On 2021/12/02 at 13:27 EST, one of our database servers for SMP had a drive failure.
On 2021/12/06 at 07:32 EST, a second database server experienced drive failure.
Unfortunately, both of these servers were part of the same 3 member replica set which means that the same data is duplicated in 3 different servers, in 3 different racks of the datacenter. Since we now had two out of these three machines down, we no longer had a quorum, and the final member was unable to serve data, neither reads nor writes.
Monitoring failed to alert us on both failures, so as soon as we noticed an uptick in SMP bug reports, we started investigating and noticed the outage. After which, we took SMP offline completely to minimize impact to the players’ worlds.

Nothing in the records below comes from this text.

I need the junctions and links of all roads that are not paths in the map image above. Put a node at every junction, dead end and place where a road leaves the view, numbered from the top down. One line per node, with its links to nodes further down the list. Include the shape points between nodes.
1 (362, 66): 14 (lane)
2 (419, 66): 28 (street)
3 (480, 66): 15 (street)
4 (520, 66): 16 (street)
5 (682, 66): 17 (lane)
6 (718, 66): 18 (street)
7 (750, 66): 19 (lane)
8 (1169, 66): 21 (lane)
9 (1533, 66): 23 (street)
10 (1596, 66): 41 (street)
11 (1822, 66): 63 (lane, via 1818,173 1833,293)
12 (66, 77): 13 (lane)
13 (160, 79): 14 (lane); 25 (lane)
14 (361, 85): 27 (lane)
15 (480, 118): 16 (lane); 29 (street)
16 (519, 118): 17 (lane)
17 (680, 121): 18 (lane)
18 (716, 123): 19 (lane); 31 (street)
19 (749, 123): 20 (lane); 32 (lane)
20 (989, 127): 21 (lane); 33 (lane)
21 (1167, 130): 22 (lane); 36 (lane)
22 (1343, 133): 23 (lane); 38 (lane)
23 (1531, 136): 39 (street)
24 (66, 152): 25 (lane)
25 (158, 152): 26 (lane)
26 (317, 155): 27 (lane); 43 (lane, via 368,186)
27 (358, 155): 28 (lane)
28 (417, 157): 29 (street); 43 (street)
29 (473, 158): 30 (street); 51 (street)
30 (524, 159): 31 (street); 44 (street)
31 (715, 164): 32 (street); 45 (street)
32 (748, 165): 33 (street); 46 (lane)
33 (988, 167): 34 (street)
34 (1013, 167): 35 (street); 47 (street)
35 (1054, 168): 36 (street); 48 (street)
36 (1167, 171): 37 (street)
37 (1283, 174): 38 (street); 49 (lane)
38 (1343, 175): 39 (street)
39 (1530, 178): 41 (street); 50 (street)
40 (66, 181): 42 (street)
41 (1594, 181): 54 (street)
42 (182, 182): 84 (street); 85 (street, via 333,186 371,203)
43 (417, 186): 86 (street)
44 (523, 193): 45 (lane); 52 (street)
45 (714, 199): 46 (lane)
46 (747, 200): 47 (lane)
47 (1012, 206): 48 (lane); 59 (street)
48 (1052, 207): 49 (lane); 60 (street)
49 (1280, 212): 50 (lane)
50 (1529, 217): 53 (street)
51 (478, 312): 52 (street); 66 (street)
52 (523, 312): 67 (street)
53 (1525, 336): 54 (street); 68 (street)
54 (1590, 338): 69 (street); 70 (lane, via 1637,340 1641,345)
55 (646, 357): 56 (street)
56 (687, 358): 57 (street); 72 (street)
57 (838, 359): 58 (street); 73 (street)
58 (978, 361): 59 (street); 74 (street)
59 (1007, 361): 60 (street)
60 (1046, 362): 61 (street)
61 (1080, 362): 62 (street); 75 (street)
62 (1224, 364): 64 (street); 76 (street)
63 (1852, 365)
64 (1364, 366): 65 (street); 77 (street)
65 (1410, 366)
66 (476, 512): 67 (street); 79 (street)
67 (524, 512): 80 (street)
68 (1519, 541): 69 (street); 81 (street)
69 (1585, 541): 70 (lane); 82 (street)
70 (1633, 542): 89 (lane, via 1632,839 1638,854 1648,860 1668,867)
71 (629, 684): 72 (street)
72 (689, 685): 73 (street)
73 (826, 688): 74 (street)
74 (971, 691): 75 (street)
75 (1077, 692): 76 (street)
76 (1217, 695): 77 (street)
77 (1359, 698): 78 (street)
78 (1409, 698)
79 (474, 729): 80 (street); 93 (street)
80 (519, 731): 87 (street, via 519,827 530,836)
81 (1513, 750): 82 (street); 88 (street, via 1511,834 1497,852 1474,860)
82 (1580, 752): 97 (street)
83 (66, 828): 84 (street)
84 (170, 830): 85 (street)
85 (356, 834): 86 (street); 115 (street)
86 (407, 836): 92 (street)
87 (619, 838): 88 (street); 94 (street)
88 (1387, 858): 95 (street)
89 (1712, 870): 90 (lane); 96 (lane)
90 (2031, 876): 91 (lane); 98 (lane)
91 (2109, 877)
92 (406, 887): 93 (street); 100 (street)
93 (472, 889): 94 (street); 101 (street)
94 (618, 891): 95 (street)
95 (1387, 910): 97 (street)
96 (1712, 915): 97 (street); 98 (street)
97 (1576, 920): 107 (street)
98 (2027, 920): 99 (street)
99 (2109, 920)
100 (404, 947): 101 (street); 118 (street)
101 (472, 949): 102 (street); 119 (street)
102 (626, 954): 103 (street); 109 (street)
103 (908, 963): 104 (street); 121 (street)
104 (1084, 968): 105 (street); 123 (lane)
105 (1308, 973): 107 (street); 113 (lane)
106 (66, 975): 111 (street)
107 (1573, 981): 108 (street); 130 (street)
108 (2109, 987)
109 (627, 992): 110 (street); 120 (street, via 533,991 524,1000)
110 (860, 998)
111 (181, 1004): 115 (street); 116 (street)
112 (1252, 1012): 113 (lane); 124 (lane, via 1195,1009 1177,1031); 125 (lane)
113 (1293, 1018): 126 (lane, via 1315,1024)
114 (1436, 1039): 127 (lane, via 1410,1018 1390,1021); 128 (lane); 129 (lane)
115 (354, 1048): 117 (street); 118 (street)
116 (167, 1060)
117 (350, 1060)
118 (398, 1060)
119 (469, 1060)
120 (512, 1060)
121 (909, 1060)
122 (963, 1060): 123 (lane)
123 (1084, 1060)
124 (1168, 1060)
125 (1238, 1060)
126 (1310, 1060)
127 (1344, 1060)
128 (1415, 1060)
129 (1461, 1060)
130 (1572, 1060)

Since both servers were in a RAID 0 drive configuration, all data on the drives were lost, and the only current copy was on the remaining server. We immediately backed up the latest version of this part of the database to ensure we had the least amount of data loss possible and so we wouldn’t have to resort to restoring an older backup, potentially rolling back days of work on your worlds.
We have since restored the database fully, and all three servers are operational again with brand new drives, and starting SMP servers has been enabled. Monitoring has also been adjusted to alert us for failures properly. We’ve optimized our process for a recovery of this nature if this highly unlikely situation were to ever happen again.